GitHub Publication Online Demo

DCASE2017 Task 3: Real-life sound event detection winning method

Python implementation

Sound event detection (SED) is the task of recognizing the sound events and their respective temporal start and end time in a recording. Sound events in real life do not always occur in isolation but tend to considerably overlap with each other. Recognizing such overlapping sound events is referred as polyphonic SED. Performing polyphonic SED using mono-channel audio is a challenging task. These overlapping sound events can potentially be recognized better with multichannel audio. The proposed MSEDnet intends to do polyphonic SED using multichannel audio. MSEDnet was first proposed in 'Sound event detection using spatial features and convolutional recurrent neural network'. It recently won the DCASE 2017 real-life sound event detection. We are releasing a simple vanilla code without many frills here.

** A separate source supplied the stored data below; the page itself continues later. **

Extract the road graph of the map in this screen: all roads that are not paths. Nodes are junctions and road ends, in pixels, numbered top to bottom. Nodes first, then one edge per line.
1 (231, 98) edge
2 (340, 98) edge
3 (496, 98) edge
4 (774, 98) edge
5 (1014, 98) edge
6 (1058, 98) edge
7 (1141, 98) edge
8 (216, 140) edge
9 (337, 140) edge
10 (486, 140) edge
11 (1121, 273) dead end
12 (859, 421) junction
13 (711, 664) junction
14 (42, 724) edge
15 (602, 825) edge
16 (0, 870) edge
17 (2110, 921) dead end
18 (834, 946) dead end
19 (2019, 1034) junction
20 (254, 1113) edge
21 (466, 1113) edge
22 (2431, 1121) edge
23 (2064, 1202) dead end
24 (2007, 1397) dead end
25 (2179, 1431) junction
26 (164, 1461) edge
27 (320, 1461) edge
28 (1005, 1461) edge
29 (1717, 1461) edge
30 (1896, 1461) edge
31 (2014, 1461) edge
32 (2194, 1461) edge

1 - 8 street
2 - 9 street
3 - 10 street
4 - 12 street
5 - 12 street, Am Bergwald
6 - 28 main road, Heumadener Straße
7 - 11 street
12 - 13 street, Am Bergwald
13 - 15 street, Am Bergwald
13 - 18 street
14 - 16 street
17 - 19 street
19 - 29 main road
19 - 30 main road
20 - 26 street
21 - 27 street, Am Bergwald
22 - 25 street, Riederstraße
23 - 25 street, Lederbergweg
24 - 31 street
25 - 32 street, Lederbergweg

GitHub Publication DCASE2017 

Reference systems

DCASE2018 Baseline system for acoustic scene classification

This is the baseline system for the Detection and Classification of Acoustic Scenes and Events 2018 (DCASE2018) challenge's acoustic scene classification task.


DCASE2017 Baseline system

Python implementation
This is the baseline system for the Detection and Classification of Acoustic Scenes and Events 2017 (DCASE2017) challenge tasks. The baseline system is intended to lower the hurdle to participate the DCASE challenges. It provides an entry-level approach which is simple but relatively close to the state of the art systems to give reasonable performance for all the tasks. High-end performance is left for the challenge participants to find. In the baseline, one single low-level approach is shared across the tasks by application-specific extensions. The main idea of this is to show the parallelism in the tasks settings, and show how easily one can jump between tasks during the system development.

GitHub Documentation

DCASE2016 Baseline system

This is the baseline system for the Detection and Classification of Acoustic Scenes and Events 2016 (DCASE2017) challenge tasks. It is proveded in two parallel implementations (Python and Matlab) to lower the hurdle from switching from Matlab to Python.

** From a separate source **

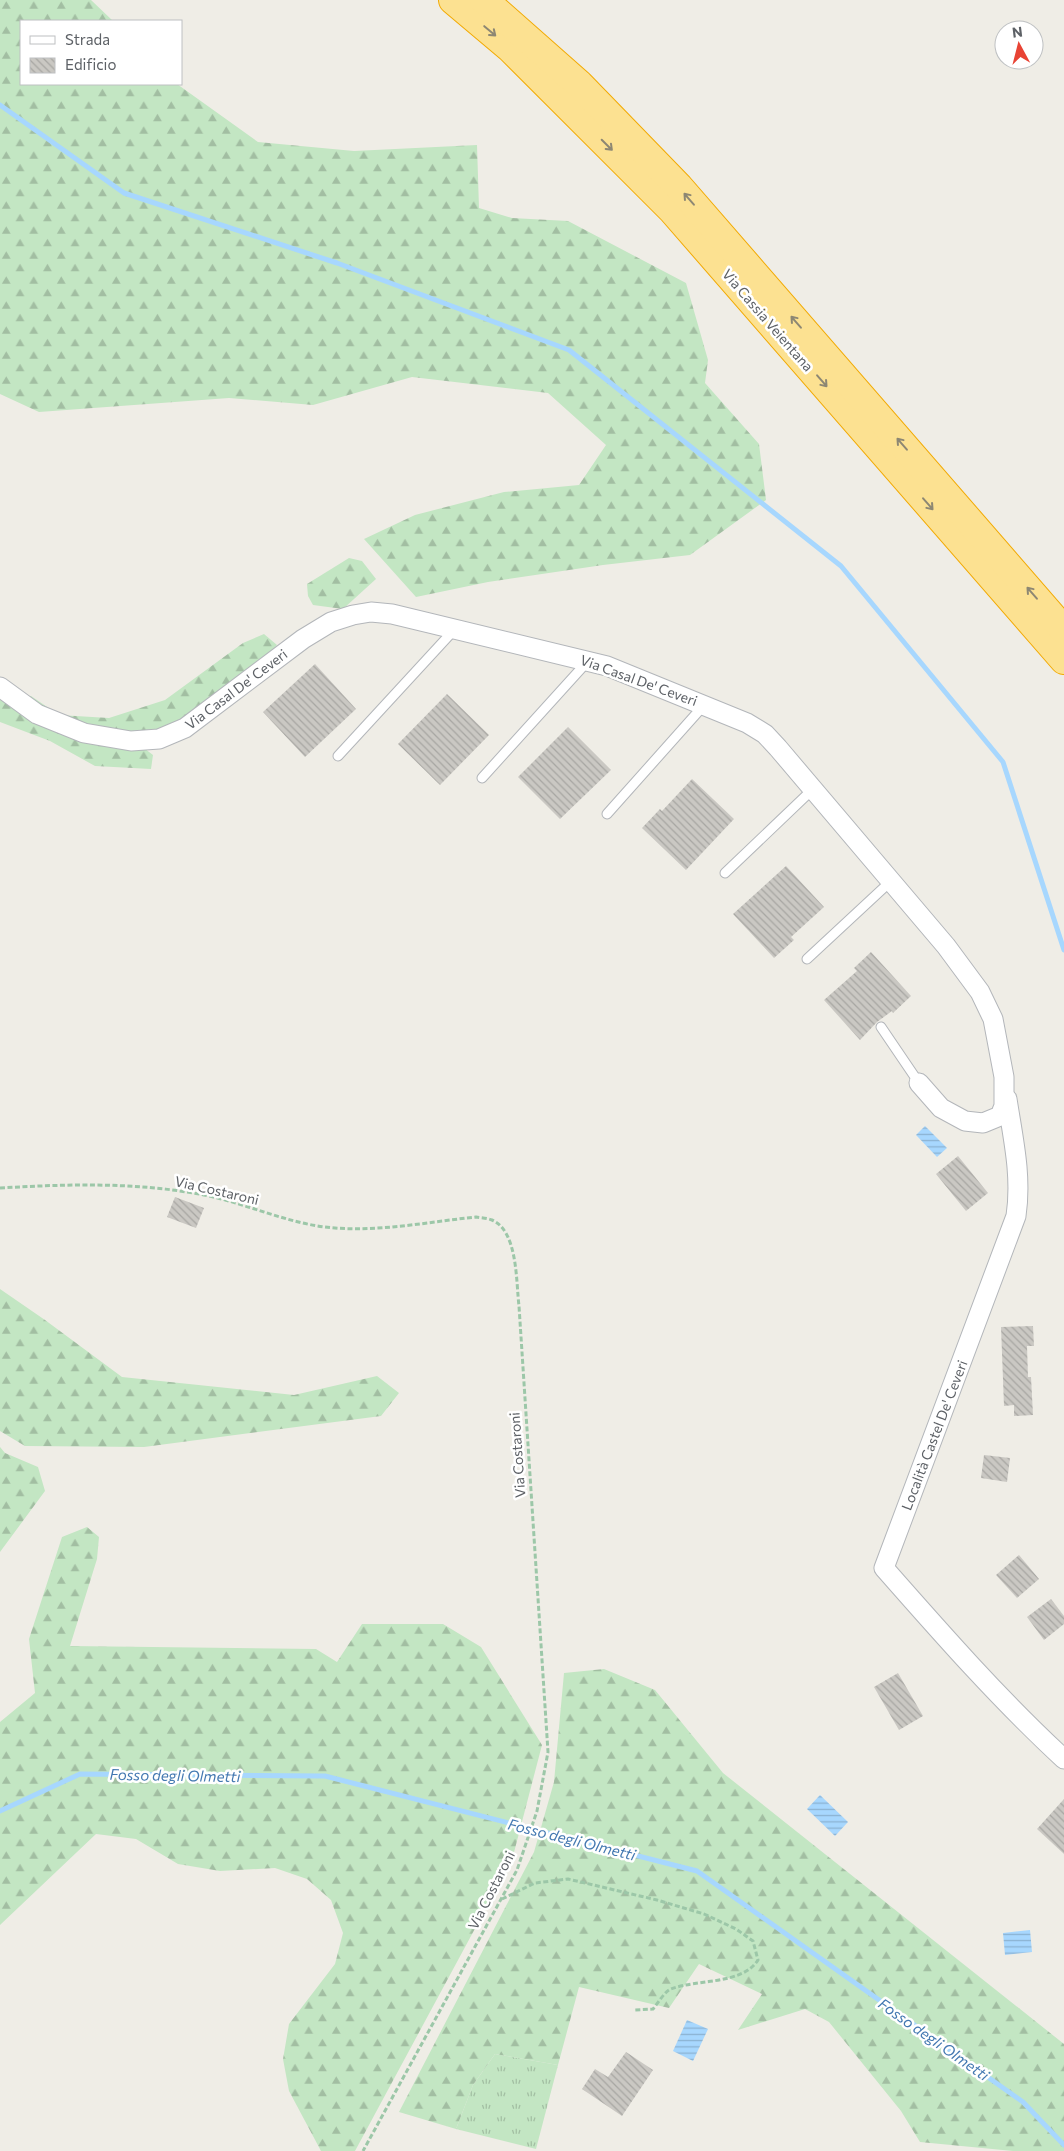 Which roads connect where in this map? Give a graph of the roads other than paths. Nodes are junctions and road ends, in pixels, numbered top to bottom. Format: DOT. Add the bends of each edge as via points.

GitHub (Python) GitHub (Matlab)

Toolboxes and libraries

dcase_util — utilities for DCASE related research

A collection of Python utilities for Detection and Classification of Acoustic Scenes and Events.

GitHub Documentation

sed_eval — toolbox for sound event detection system evaluation

sed_eval is an open source Python toolbox which provides a standardized, and transparent way to evaluate sound event detection systems. In addition to this, it provides tools for evaluating acoustic scene classification systems, as the fields are closely related.

GitHub Documentation

sed_vis — visualizing sound event detection output

sed_vis is an open source Python toolbox for visualizing the annotations and system outputs of sound event detection systems. It provides an event roll-type of visualizer to show annotation and/or system output along with the audio signal. The audio signal can be played and indicator bar can be used to follow the sound events.